Submitted filename: PONE-D-22-15117_reviewer.pdf

PLoS One. 2023 May 31;18(5):e0284446. doi: 10.1371/journal.pone.0284446.r002

Author response to Decision Letter 0


25 Feb 2023

Editor's and Reviewers' comments:

Reviewer #1:

The manuscript describes the analysis of HADS and a semi-quantitative food frequency questionnaire in 2033 subjects from Iran. Several key aspects need a major revision (coherence between title, main aim and tools used: use of validated instruments; details of sample sizes for the different groups; adequate exploration of confounding variables; details of statistical analyses carried out; presentation of data, adequate discussion of hypotheses and findings; among others).

Response: Thanks for your comment. We tried to improve the above-mentioned concerns through the manuscript according to the other reviewers’ comments. However, since the reviewer 1’s concerns were not exactly determined, we do not know whether our modifications can meet the reviewer’s concerns. We would be so grateful if the reviewer exactly explains each concern needs what modification or correction.

Reviewer #2:

Authors based on a relatively large cross-sectional analysis investigated the association of a priori food pattern i.e., PDI and its components with two mental disorders including anxiety and depression in Iran.

The following points are suggested

1-Comment: Novelty of study should be declared.

Agreed. We highlighted the differences of our work with earlier ones in the third paragraph of discussion (page 4, lines 94-109). We emphasized that differences in populations and their lifestyles, in the definition of plant-based diets and the main contributors to plant-based diet may affect the association. In addition, earlier studies have limited external validity since they have been conducted on small and specific populations. Therefore, our study get priority in comparison with them.

2- Comment: The first sentence in methods section should be revised.

Thanks. It has been corrected (page 5, lines 112-113).

3- Comment: More details about the study population and sampling methods and generally about main study should be presented.

Agreed. More details were provided on pages 5-6, lines 113-122 and 125-131.

4- Comment: More details about the validity and reliability of all instruments used in this study should be presented.

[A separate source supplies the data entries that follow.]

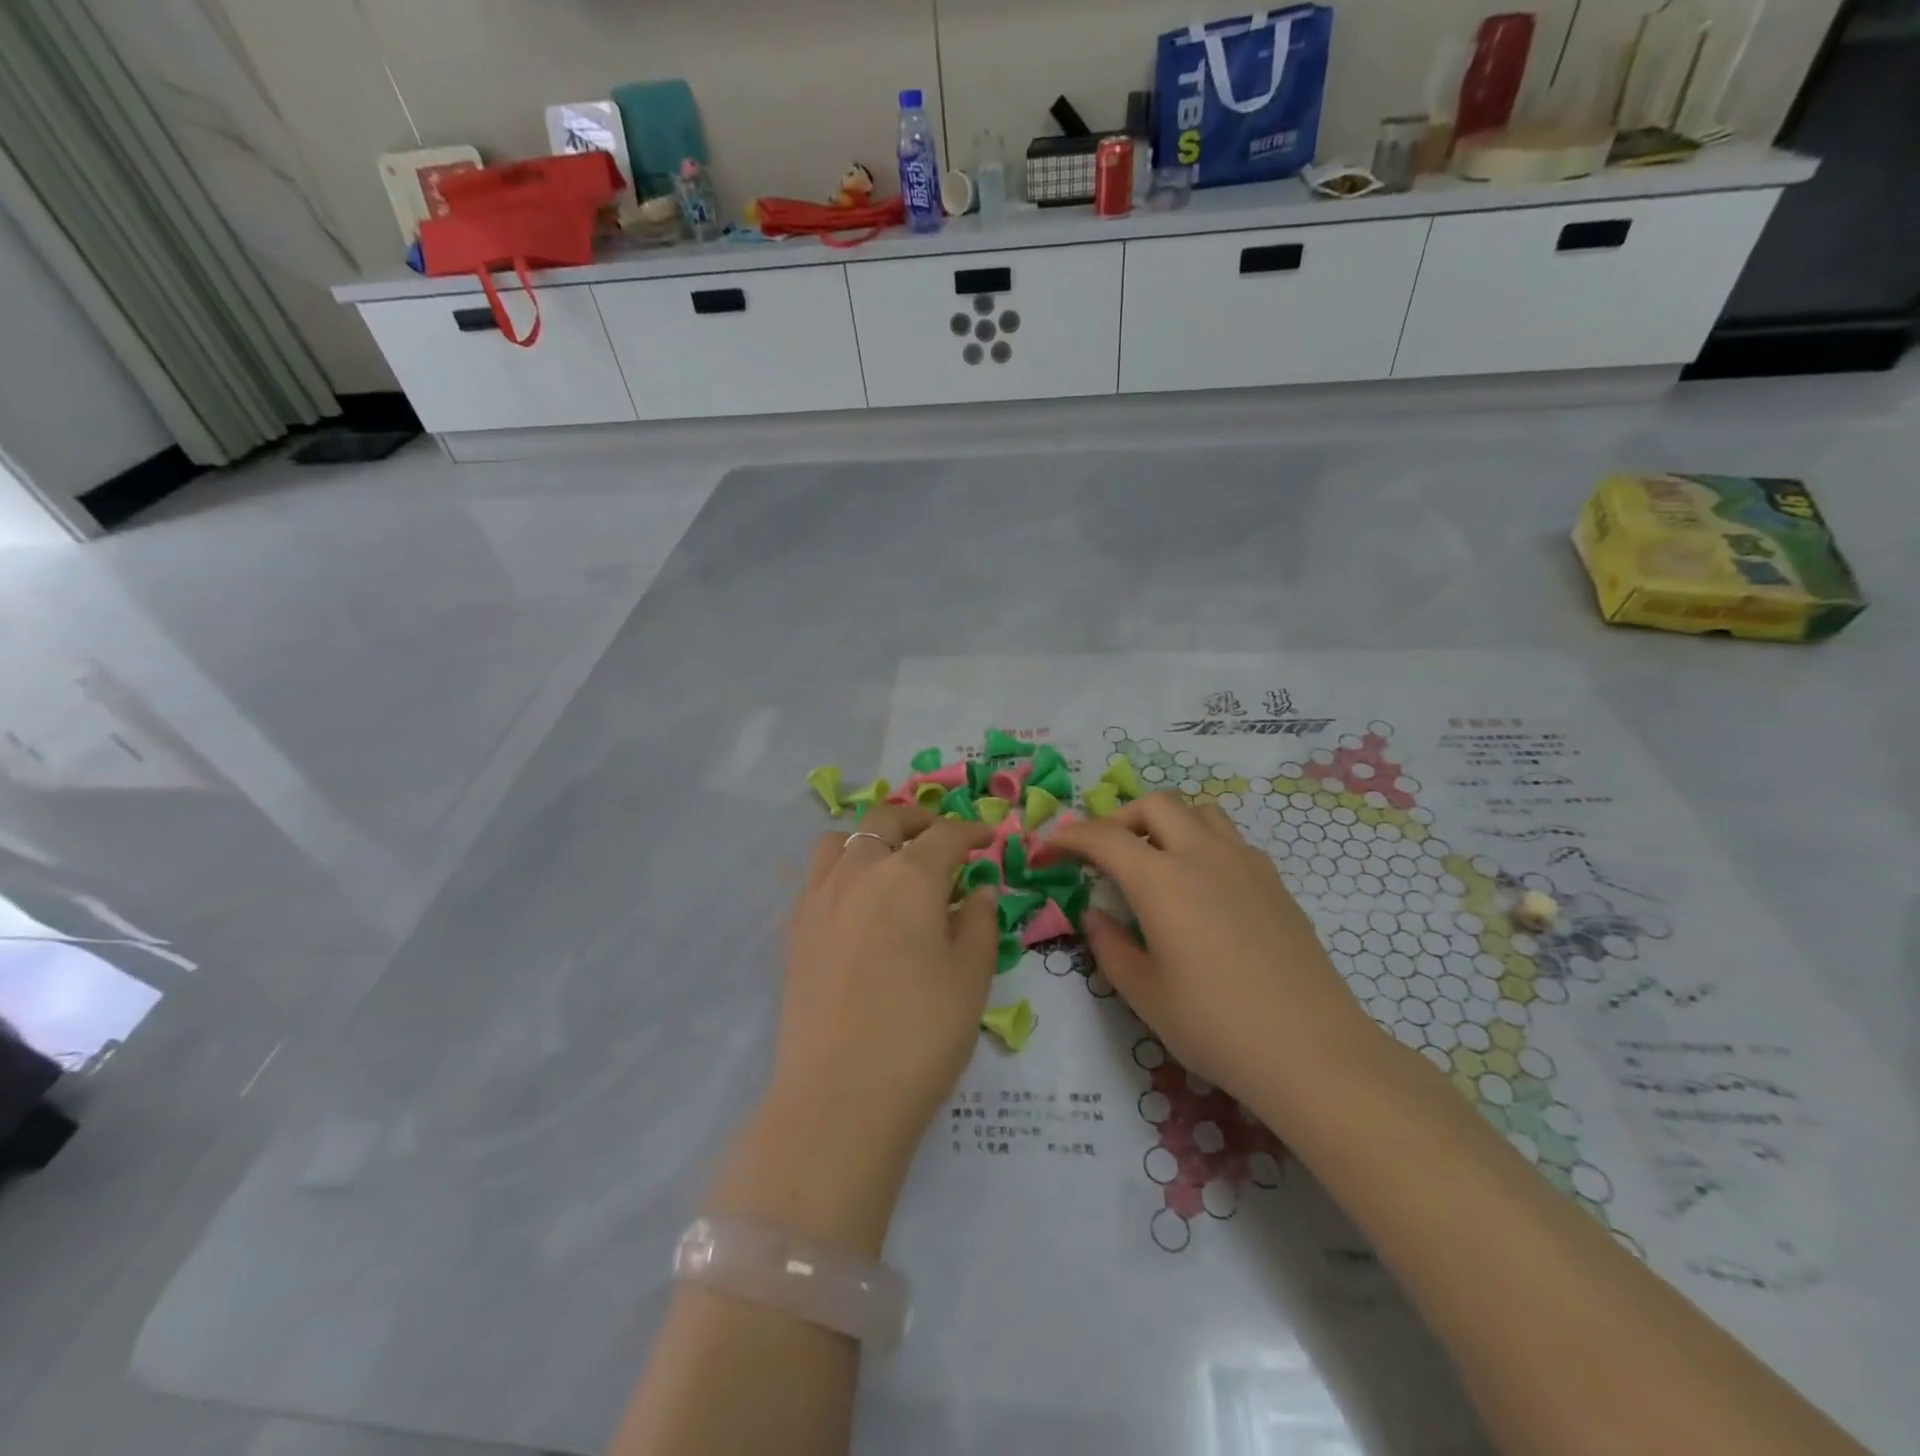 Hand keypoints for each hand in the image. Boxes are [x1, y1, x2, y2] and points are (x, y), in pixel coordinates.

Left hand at [771, 805, 998, 1155]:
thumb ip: (980, 921)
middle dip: (920, 820)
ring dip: (870, 838)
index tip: (989, 838)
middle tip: (942, 838)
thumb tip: (977, 890)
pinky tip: (856, 903)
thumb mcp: (972, 976)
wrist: (840, 1094)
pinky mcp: (795, 929)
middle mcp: (860, 871)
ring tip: (890, 862)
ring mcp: (819, 897)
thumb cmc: (921, 1033)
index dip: (972, 831)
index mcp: (909, 876)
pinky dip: (840, 870)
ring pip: (841, 839)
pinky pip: (816, 876)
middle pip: (887, 820)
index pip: (946, 835)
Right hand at [1039, 792, 1378, 1126]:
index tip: (1049, 850)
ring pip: (1200, 811)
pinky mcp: (1275, 881)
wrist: (1312, 1051)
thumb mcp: (1144, 994)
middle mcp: (1203, 856)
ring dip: (1167, 823)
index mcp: (1162, 881)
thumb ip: (1110, 946)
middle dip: (1120, 819)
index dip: (1069, 837)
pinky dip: (1202, 845)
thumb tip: (1096, 914)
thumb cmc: (1215, 1026)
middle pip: (1155, 803)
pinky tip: (1202, 890)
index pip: (1104, 837)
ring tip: (1156, 863)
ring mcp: (1246, 863)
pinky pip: (1230, 840)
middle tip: (1106, 855)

Agreed. Related references for instruments validity (IPAQ, SES, and dietary intakes) were added in the revised version.

5- Comment: More important: PDI as a priori pattern should be constructed in energy adjusted format then use it in association analysis.

Thanks for your comment. According to a recent published article (PMID# 8116608; Ref# 55) in this regard “Studies that seek to estimate the causal effect of ≥1 dietary components on ≥1 outcomes should clearly state their target estimands of interest and justify an adjustment strategy for estimating this effect.”. Indeed, there is no recommended method and it is subjective for the investigators. On the other hand, we did not apply residual method for the following reasons: 1) we did not reach the estimated figures by the earlier published articles on PBD and mental disorders (which were assumed to be our target), 2) obtaining the same results by the standard model (energy adjusted as a confounder) and residual method, discussed in PMID# 8116608. This matter was highlighted in the revised version (pages 12-13, lines 292-296).

6- Comment: The following sentence is not correct “The mean depression and anxiety scores across quartiles of PDI, hPDI, and uPDI were compared in crude and multivariable-adjusted models by using Kruskal–Wallis and ANCOVA, respectively”

Thanks, this sentence is modified in Statistical analysis section (page 8, lines 190-192).

7- Comment: Some important statistical analysis revision are required and should be presented revised analysis in results section.

Thanks for your comment. According to the following comments by the reviewer, some analyses were repeated and reported in the revised version.

8- Comment: For selecting appropriate confounders it is needed to compare variable you have presented in table 1 and macro and micro nutrients between depressed and non-depressed and anxious and non-anxious , you should have table for such comparisons and select relevant confounders based on these comparisons and those you compared across quartiles of PDIs and redo the analyses.

Thank you. The main objective of this study is assessing the relationship between plant based diets and depression and anxiety. Since adherence to a specific diet affects macro- and micro-nutrients intake and imposes its effect through its different nutrients content, adjustment for either food groups or nutrients may cause over-adjustment and cannot reveal the true association. Therefore, in the present study, we just adjusted for demographic and lifestyle risk factors according to table 1, but compare dietary intakes and demographic and lifestyle risk factors between depressed and non-depressed and anxious and non-anxious. These results were reported as supplementary file (page 9, lines 207-210; page 10, lines 222-223).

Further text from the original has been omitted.